• _WHAT TO WORK ON_
Reproduce every entry exactly as written.

• _INPUT DATA_
_ _ _

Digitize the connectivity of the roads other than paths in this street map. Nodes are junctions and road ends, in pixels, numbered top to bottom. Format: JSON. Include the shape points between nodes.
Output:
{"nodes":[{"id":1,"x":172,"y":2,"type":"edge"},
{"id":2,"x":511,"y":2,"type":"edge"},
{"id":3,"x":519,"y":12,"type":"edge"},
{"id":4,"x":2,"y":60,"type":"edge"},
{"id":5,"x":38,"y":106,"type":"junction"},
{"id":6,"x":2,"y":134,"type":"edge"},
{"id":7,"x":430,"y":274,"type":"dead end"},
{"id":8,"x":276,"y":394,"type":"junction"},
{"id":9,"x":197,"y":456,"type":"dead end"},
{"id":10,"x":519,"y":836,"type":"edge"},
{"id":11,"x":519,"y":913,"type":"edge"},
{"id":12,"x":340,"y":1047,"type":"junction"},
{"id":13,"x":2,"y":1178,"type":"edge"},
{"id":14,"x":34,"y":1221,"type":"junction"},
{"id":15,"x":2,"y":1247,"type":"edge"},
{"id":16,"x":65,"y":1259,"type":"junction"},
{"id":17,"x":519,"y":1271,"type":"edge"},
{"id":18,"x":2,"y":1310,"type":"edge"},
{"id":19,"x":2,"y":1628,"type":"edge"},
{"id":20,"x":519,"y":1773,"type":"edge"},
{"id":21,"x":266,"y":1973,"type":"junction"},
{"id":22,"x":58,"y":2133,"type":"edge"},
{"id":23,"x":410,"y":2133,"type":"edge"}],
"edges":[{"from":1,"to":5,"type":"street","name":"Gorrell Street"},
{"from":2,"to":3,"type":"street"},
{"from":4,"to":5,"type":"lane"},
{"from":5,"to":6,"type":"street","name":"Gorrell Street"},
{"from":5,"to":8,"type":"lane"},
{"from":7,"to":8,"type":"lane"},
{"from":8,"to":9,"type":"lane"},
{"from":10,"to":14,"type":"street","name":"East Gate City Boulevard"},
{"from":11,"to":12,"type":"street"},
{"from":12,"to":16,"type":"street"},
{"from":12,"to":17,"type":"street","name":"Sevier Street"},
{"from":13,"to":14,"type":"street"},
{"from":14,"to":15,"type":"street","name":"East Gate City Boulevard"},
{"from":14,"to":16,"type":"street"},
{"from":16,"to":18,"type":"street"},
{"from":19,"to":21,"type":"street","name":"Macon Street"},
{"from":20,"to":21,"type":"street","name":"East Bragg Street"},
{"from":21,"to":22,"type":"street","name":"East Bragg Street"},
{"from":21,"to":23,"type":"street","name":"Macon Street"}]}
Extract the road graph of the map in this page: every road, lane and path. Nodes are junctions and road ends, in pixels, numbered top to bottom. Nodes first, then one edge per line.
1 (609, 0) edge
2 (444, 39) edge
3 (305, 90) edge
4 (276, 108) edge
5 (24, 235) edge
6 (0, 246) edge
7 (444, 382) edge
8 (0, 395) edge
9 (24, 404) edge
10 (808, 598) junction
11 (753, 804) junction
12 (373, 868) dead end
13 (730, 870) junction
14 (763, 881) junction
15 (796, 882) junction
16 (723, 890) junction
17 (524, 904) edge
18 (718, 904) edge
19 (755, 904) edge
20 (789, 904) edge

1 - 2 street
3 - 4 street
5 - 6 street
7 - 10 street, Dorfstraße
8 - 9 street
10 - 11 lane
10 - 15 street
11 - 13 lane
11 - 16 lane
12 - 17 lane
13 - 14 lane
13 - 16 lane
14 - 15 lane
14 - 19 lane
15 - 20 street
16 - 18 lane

_ _ _

• _YOUR RESPONSE_
Digitize the connectivity of the roads other than paths in this street map. Nodes are junctions and road ends, in pixels, numbered top to bottom. Format: JSON. Include the shape points between nodes.
Output:
{"nodes":[{"id":1,"x":172,"y":2,"type":"edge"},
{"id":2,"x":511,"y":2,"type":"edge"},
{"id":3,"x":519,"y":12,"type":"edge"},
{"id":4,"x":2,"y":60,"type":"edge"},
{"id":5,"x":38,"y":106,"type":"junction"},
{"id":6,"x":2,"y":134,"type":"edge"},
{"id":7,"x":430,"y":274,"type":"dead end"},
{"id":8,"x":276,"y":394,"type":"junction"},
{"id":9,"x":197,"y":456,"type":"dead end"},
{"id":10,"x":519,"y":836,"type":"edge"},
{"id":11,"x":519,"y":913,"type":"edge"},
{"id":12,"x":340,"y":1047,"type":"junction"},
{"id":13,"x":2,"y":1178,"type":"edge"},
{"id":14,"x":34,"y":1221,"type":"junction"},
{"id":15,"x":2,"y":1247,"type":"edge"},
{"id":16,"x":65,"y":1259,"type":"junction"},
{"id":17,"x":519,"y":1271,"type":"edge"},
{"id":18,"x":2,"y":1310,"type":"edge"},
{"id":19,"x":2,"y":1628,"type":"edge"},
{"id":20,"x":519,"y":1773,"type":"edge"},
{"id":21,"x":266,"y":1973,"type":"junction"},
{"id":22,"x":58,"y":2133,"type":"edge"},
{"id":23,"x":410,"y":2133,"type":"edge"}],
"edges":[{"from":1,"to":5,"type":"street","name":"Gorrell Street"},
{"from":2,"to":3,"type":"street"},
{"from":4,"to":5,"type":"lane"},
{"from":5,"to":6,"type":"street","name":"Gorrell Street"},
{"from":5,"to":8,"type":"lane"},
{"from":7,"to":8,"type":"lane"},
{"from":8,"to":9,"type":"lane"},
{"from":10,"to":14,"type":"street","name":"East Gate City Boulevard"},
{"from":11,"to":12,"type":"street"},
{"from":12,"to":16,"type":"street"},
{"from":12,"to":17,"type":"street","name":"Sevier Street"},
{"from":13,"to":14,"type":"street"},
{"from":14,"to":15,"type":"street","name":"East Gate City Boulevard"},
{"from":14,"to":16,"type":"street"},
{"from":16,"to":18,"type":"street"},
{"from":19,"to":21,"type":"street","name":"Macon Street"},
{"from":20,"to":21,"type":"street","name":"East Bragg Street"},
{"from":21,"to":22,"type":"street","name":"East Bragg Street"},
{"from":21,"to":23,"type":"street","name":"Macon Street"}]}
Extract the road graph of the map in this page: every road, lane and path. Nodes are junctions and road ends, in pixels, numbered top to bottom. Nodes first, then one edge per line.
1 (609, 0) edge
2 (444, 39) edge
3 (305, 90) edge
4 (276, 108) edge
5 (24, 235) edge
6 (0, 246) edge
7 (444, 382) edge
8 (0, 395) edge
9 (24, 404) edge
10 (808, 598) junction
11 (753, 804) junction
12 (373, 868) dead end
13 (730, 870) junction
14 (763, 881) junction
15 (796, 882) junction
16 (723, 890) junction
17 (524, 904) edge
18 (718, 904) edge
19 (755, 904) edge
20 (789, 904) edge

1 - 2 street
3 - 4 street
5 - 6 street
7 - 10 street, Dorfstraße
8 - 9 street
10 - 11 lane
10 - 15 street
11 - 13 lane
11 - 16 lane
12 - 17 lane
13 - 14 lane
13 - 16 lane
14 - 15 lane
14 - 19 lane
15 - 20 street
16 - 18 lane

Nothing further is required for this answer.